REQUIRED ACTION: For the data that follows, report how many lines contain the word "Fuente", and nothing else.

ENTRIES SUPPLIED:
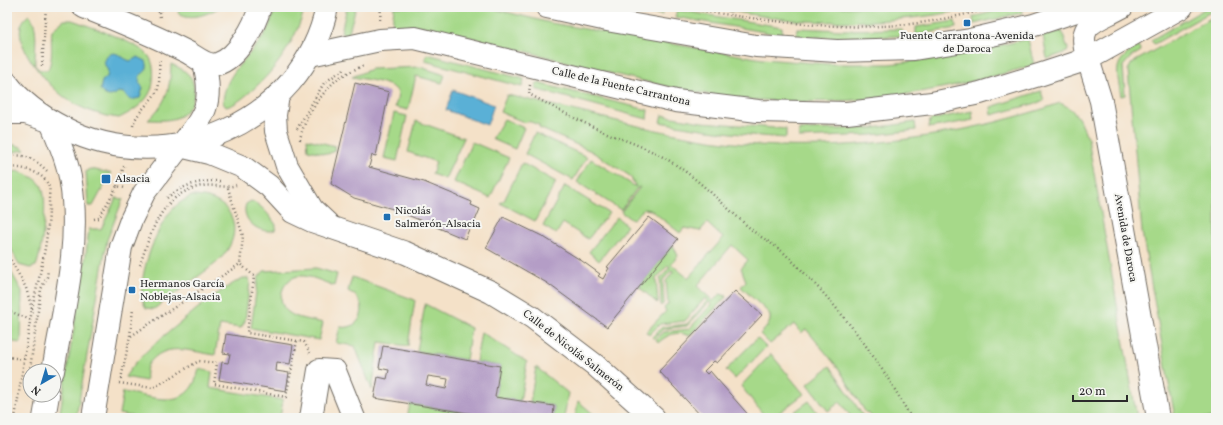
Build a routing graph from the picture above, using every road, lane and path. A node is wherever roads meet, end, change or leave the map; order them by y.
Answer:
1 (46, 7) edge
2 (84, 7) edge
3 (156, 7) edge
4 (160, 7) edge
5 (165, 7) edge
6 (260, 7) edge
7 (327, 7) edge
8 (546, 7) edge
9 (678, 7) edge
10 (729, 7) edge
11 (999, 7) edge
12 (1088, 7) edge
13 (1122, 7) edge
14 (1182, 7) edge
15 (159, 12) junction
16 (730, 15) junction
17 (163, 41) junction
18 (310, 55) junction
19 (1088, 59) junction
20 (204, 63) junction
21 (369, 64) dead end
22 (42, 66) dead end
23 (532, 66) junction
24 (348, 67) dead end
25 (7, 83) edge
26 (278, 95) junction
27 (7, 113) edge
28 (50, 121) junction
29 (296, 135) dead end
30 (300, 144) dead end
31 (180, 146) junction
32 (128, 148) junction
33 (7, 167) edge
34 (228, 182) dead end
35 (242, 183) dead end
36 (117, 186) dead end
37 (228, 188) junction
38 (165, 200) dead end
39 (333, 227) junction
40 (7, 253) edge
41 (50, 262) dead end
42 (240, 264) junction
43 (138, 270) dead end
44 (133, 306) dead end
45 (32, 309) junction
46 (7, 310) edge
47 (31, 320) junction
48 (130, 336) junction
49 (297, 341) junction
50 (7, 357) edge
51 (25, 359) junction
52 (31, 363) edge
53 (54, 363) edge
54 (319, 370) junction
55 (121, 383) junction
56 (120, 390) dead end
57 (47, 403) edge
58 (15, 418) edge
59 (44, 418) edge
60 (93, 418) edge
61 (311, 418) edge
62 (354, 418) edge
63 (654, 418) edge
64 (912, 418) edge
65 (1158, 418) edge

1 - 22 path
2 - 17 main road
3 - 15 path
4 - 15 path
5 - 15 path
6 - 20 main road
7 - 18 main road
8 - 12 main road
9 - 16 path
10 - 16 path
11 - 16 path
13 - 19 main road, Avenida de Daroca
14 - 19 main road, Calle de la Fuente Carrantona
15 - 17 path
17 - 20 main road
17 - 32 path
18 - 23 main road, Calle de la Fuente Carrantona
18 - 26 main road
19 - 23 main road, Calle de la Fuente Carrantona
19 - 65 main road, Avenida de Daroca
20 - 31 main road
21 - 30 path
23 - 64 path
24 - 29 path
25 - 28 main road
26 - 31 main road
26 - 39 main road, Calle de Nicolás Salmerón
27 - 28 main road
28 - 32 main road
28 - 53 main road
31 - 32 main road
31 - 39 main road, Calle de Nicolás Salmerón
31 - 60 main road
32 - 36 path
33 - 45 path
34 - 38 path
35 - 37 path
37 - 42 path
37 - 43 path
39 - 63 main road, Calle de Nicolás Salmerón
40 - 45 path
41 - 52 path
42 - 48 path
42 - 49 path
44 - 48 path
45 - 47 path
46 - 47 path
47 - 51 path
48 - 55 path
49 - 54 path
49 - 55 path
50 - 51 path
51 - 58 path
54 - 61 main road
54 - 62 main road
55 - 56 path
57 - 59 main road

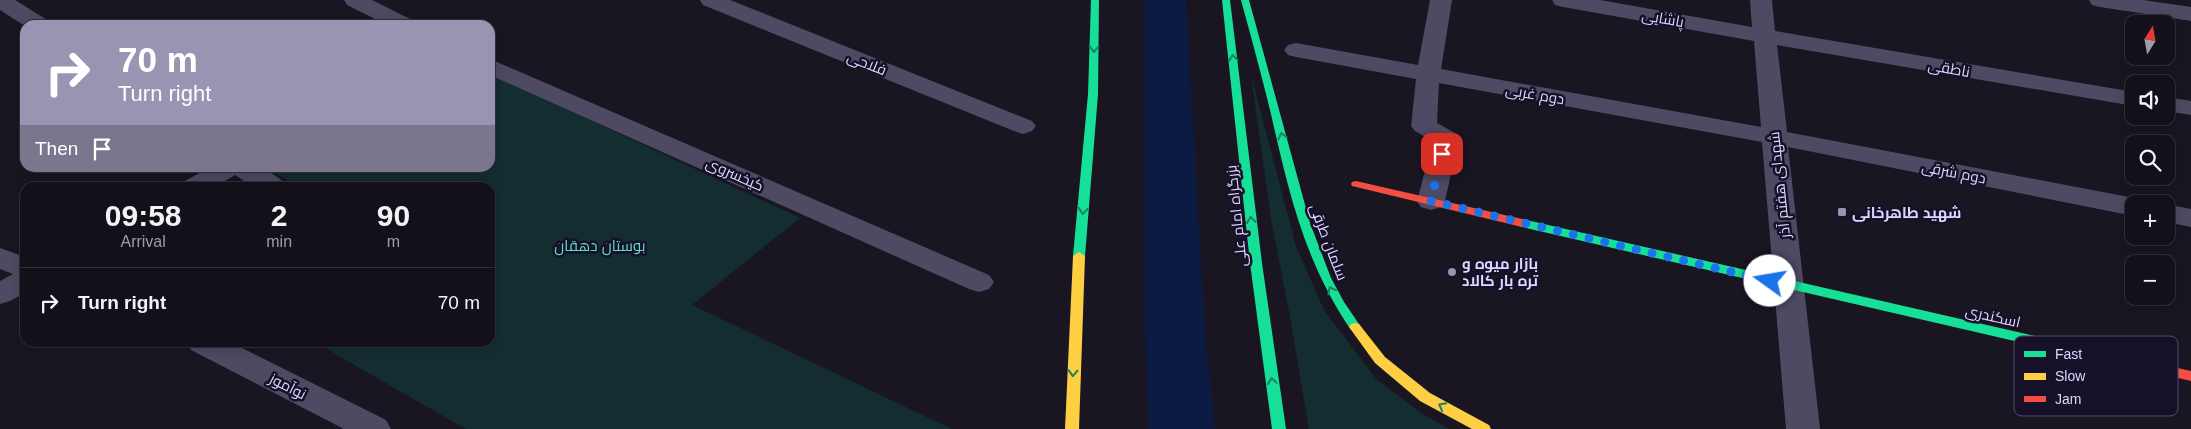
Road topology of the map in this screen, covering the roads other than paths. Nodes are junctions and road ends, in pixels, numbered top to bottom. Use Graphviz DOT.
graph roads {
  1 [pos="0,0"];
  2 [pos="355,0"];
  3 [pos="711,0"];
  4 [pos="1095,0"];
  5 [pos="1226,0"];
  6 [pos="1245,0"];
  7 [pos="1441,0"];
  8 [pos="1562,0"];
  9 [pos="1761,0"];
  10 [pos="2100,0"];
  11 [pos="2191,14"];
  12 [pos="31,20"];
  13 [pos="394,20"];
  14 [pos="1764,36"];
  15 [pos="1296,50"];
  16 [pos="495,68"];
  17 [pos="1428,74"];
  18 [pos="2125,97"];
  19 [pos="2175,105"];
  20 [pos="2191,108"];
  21 [pos="1023,126"];
  22 [pos="1775,137"];
  23 [pos="221,172"];
  24 [pos="249,172"];
  25 [pos="203,182"];
  26 [pos="265,182"];
  27 [pos="1356,184"];
  28 [pos="1431,201"];
  29 [pos="2125,205"];
  30 [pos="2175,215"];
  31 [pos="2191,218"];
  32 [pos="0,258"];
  33 [pos="20,266"];
  34 [pos="980,282"];
  35 [pos="20,283"];
  36 [pos="1789,286"];
  37 [pos="0,294"];
  38 [pos="2014,336"];
  39 [pos="212,347"];
  40 [pos="2178,373"];
  41 [pos="2191,376"];
  42 [pos="374,429"];
  43 [pos="1072,429"];
  44 [pos="1279,429"];
  45 [pos="1484,429"];
  46 [pos="1803,429"];
  1 -- 12 [label="street"];
  2 -- 13 [label="street"];
  3 -- 21 [label="street, فلاحی"];
  4 -- 43 [label="main road, one-way"];
  44 -- 5 [label="main road, بزرگراه امام علی, one-way"];
  45 -- 6 [label="main road, سلمان طرقی, one-way"];
  7 -- 17 [label="street"];
  8 -- 14 [label="street, پاشایی"];
  9 -- 14 [label="street, شهدای هفتم آذر"];
  10 -- 11 [label="street"];
  14 -- 18 [label="street, ناطقی"];
  14 -- 22 [label="street, شهدای هفتم آذر"];
  15 -- 17 [label="street, دوم غربی"];
  16 -- 34 [label="street, کیخسروی"];
  17 -- 22 [label="street, دوم غربی"];
  17 -- 28 [label="street"];
  19 -- 20 [label="street"];
  22 -- 29 [label="street, دوم شرقی"];
  22 -- 36 [label="street, شهدای هفتم آذر"];
  23 -- 25 [label="street"];
  24 -- 26 [label="street"];
  27 -- 28 [label="main road, اسکندری"];
  28 -- 36 [label="main road, اسکندری"];
  30 -- 31 [label="street"];
  32 -- 33 [label="street"];
  35 -- 37 [label="street"];
  36 -- 38 [label="main road, اسکندری"];
  36 -- 46 [label="street, شهدای هفتم آذر"];
  39 -- 42 [label="street, نوآموز"];
  40 -- 41 [label="main road, اسکندری"];
}
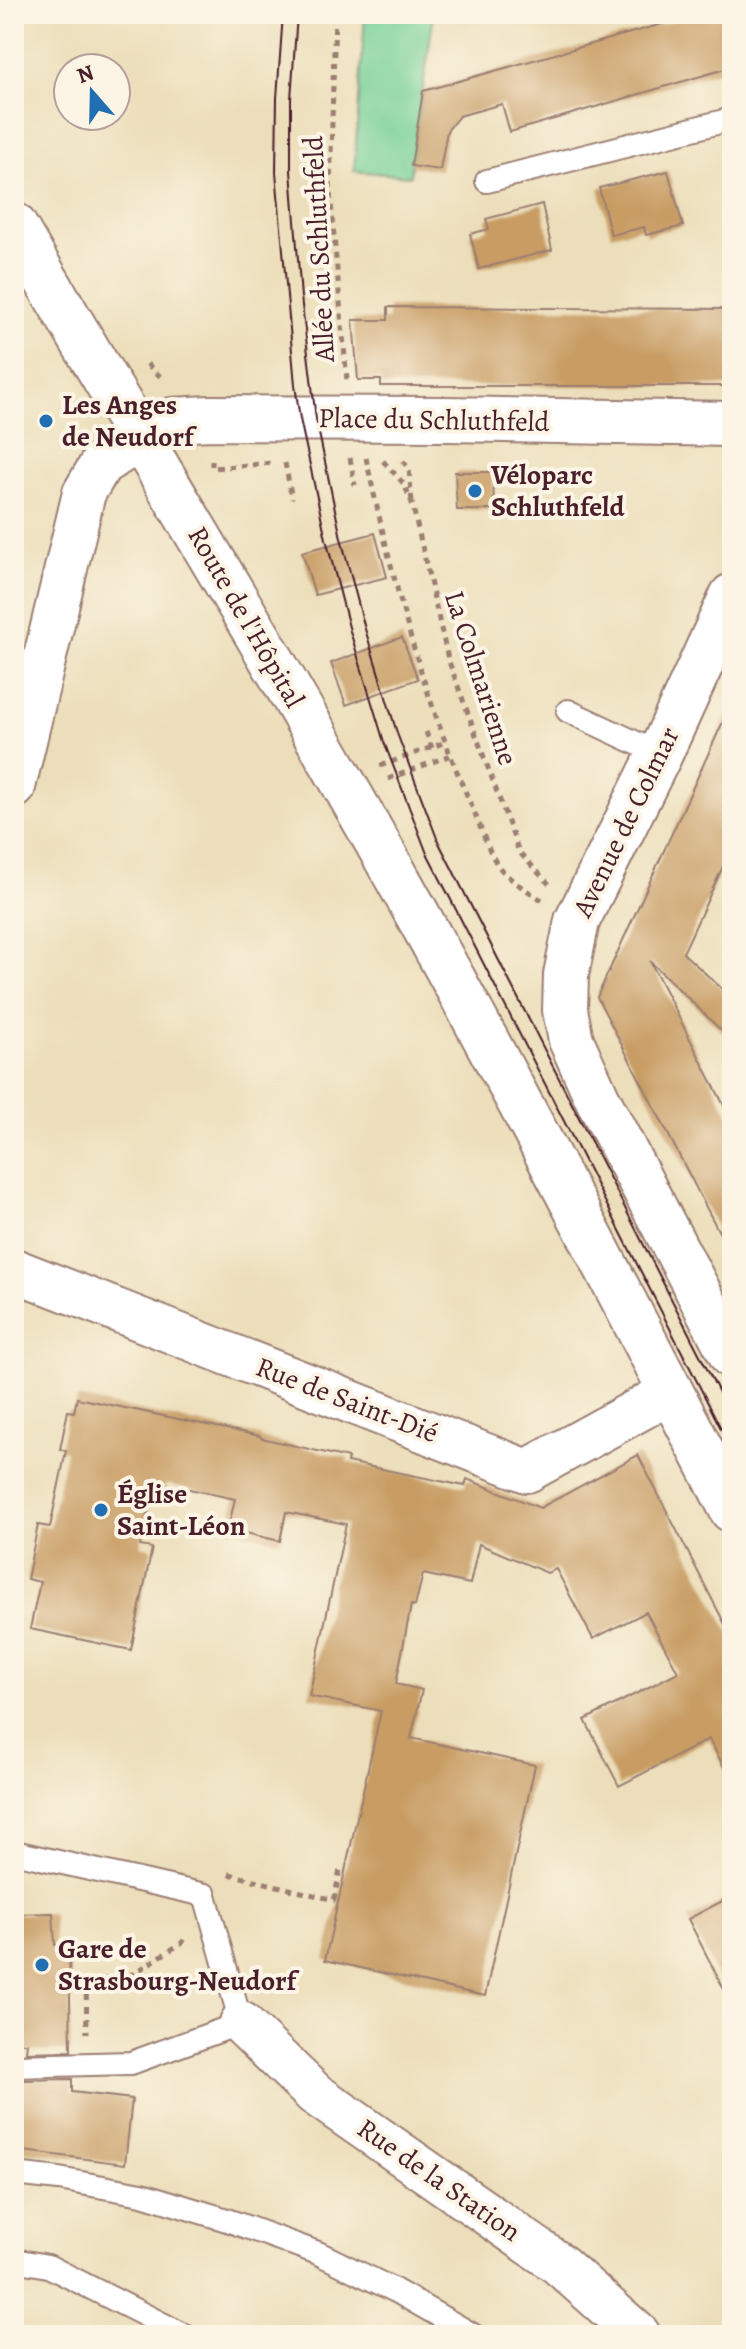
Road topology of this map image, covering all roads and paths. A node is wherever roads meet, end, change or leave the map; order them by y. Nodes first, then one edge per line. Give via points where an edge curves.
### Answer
1 (335, 14) edge
2 (732, 119) edge
3 (487, 181) dead end
4 (14, 225) edge
5 (347, 386) dead end
6 (732, 424) edge
7 (142, 439) junction
8 (364, 449) dead end
9 (396, 452) dead end
10 (365, 457) dead end
11 (350, 458) dead end
12 (285, 463) dead end
13 (355, 485) dead end
14 (292, 499) dead end
15 (412, 503) junction
16 (732, 596) edge
17 (29, 665) edge
18 (568, 711) dead end
19 (426, 732) dead end
20 (446, 742) junction
21 (432, 748) junction
22 (660, 754) junction
23 (451, 755) junction
24 (364, 783) junction
25 (14, 787) edge
26 (568, 903) junction
27 (14, 1270) edge
28 (732, 1356) edge
29 (671, 1392) junction
30 (732, 1510) edge
31 (14, 1852) edge
32 (194, 1892) junction
33 (70, 1985) dead end
34 (241, 2023) junction
35 (14, 2066) edge
36 (14, 2174) edge
37 (14, 2260) edge
38 (184, 2335) edge
39 (473, 2335) edge
40 (639, 2335) edge

1 - 5 path, Allée du Schluthfeld via 330,192
2 - 3 lane
4 - 7 main road, Route de l'Hôpital
6 - 7 main road, Place du Schluthfeld via 210,418 172,420
7 - 17 street via 101,464 84,493
7 - 24 main road, Route de l'Hôpital
8 - 15 path, La Colmarienne via 404,484
9 - 15 path via 409,469
10 - 20 path via 397,591
11 - 13 path
12 - 14 path
15 - 26 path, La Colmarienne via 448,659 519,852
16 - 22 main road, Avenue de Colmar
17 - 25 street
18 - 22 lane
19 - 21 path
20 - 21 path
20 - 23 path
21 - 24 path
22 - 26 main road, Avenue de Colmar
23 - 24 path
23 - 26 path via 498,866 527,891
24 - 29 main road, Route de l'Hôpital via 470,1012
26 - 28 main road, Avenue de Colmar via 577,921 566,975 571,1040
27 - 29 street, Rue de Saint-Dié via 527,1471
29 - 30 main road
31 - 32 lane
32 - 33 path via 183,1942 133,1974
32 - 34 lane via 205,1895
34 - 35 lane via 131,2063
34 - 40 street, Rue de la Station via 315,2094 559,2264
36 - 39 lane via 142,2194 227,2220 318,2253
37 - 38 lane via 48,2266

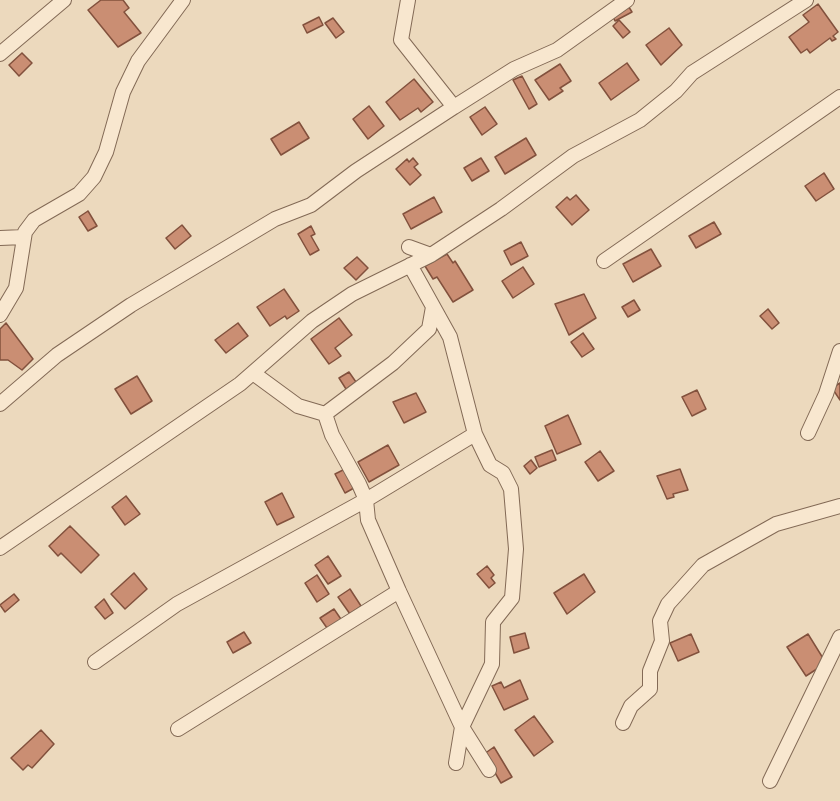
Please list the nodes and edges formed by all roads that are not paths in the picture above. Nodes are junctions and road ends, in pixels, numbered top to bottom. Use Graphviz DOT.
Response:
graph roads {
  1 [pos="64,0"];
  2 [pos="183,0"];
  3 [pos="408,0"];
  4 [pos="627,0"];
  5 [pos="806,0"];
  6 [pos="0,54"];
  7 [pos="840,97"];
  8 [pos="454,107"];
  9 [pos="24,237"];
  10 [pos="0,238"];
  11 [pos="409,247"];
  12 [pos="431,255"];
  13 [pos="604,261"];
  14 [pos="410,265"];
  15 [pos="433,307"];
  16 [pos="0,315"];
  17 [pos="840,351"];
  18 [pos="253,373"];
  19 [pos="0,404"];
  20 [pos="325,414"];
  21 [pos="808,433"];
  22 [pos="475,434"];
  23 [pos="366,500"];
  24 [pos="840,506"];
  25 [pos="0,548"];
  26 [pos="399,591"];
  27 [pos="840,638"];
  28 [pos="95,662"];
  29 [pos="623,723"];
  30 [pos="462,727"];
  31 [pos="178,729"];
  32 [pos="456,763"];
  33 [pos="489,770"];
  34 [pos="770,781"];
  1 -- 6 [label="street"];
  2 -- 9 [label="street"];
  3 -- 8 [label="street"];
  4 -- 8 [label="street"];
  5 -- 12 [label="street"];
  7 -- 13 [label="street"];
  8 -- 19 [label="street"];
  9 -- 10 [label="street"];
  9 -- 16 [label="street"];
  11 -- 12 [label="street"];
  12 -- 14 [label="street"];
  14 -- 15 [label="street"];
  14 -- 18 [label="street"];
  15 -- 20 [label="street"];
  15 -- 22 [label="street"];
  17 -- 21 [label="street"];
  18 -- 20 [label="street"];
  18 -- 25 [label="street"];
  20 -- 23 [label="street"];
  22 -- 23 [label="street"];
  22 -- 30 [label="street"];
  23 -- 26 [label="street"];
  23 -- 28 [label="street"];
  24 -- 29 [label="street"];
  26 -- 30 [label="street"];
  26 -- 31 [label="street"];
  27 -- 34 [label="street"];
  30 -- 32 [label="street"];
  30 -- 33 [label="street"];
}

SOLVED EXERCISE: 3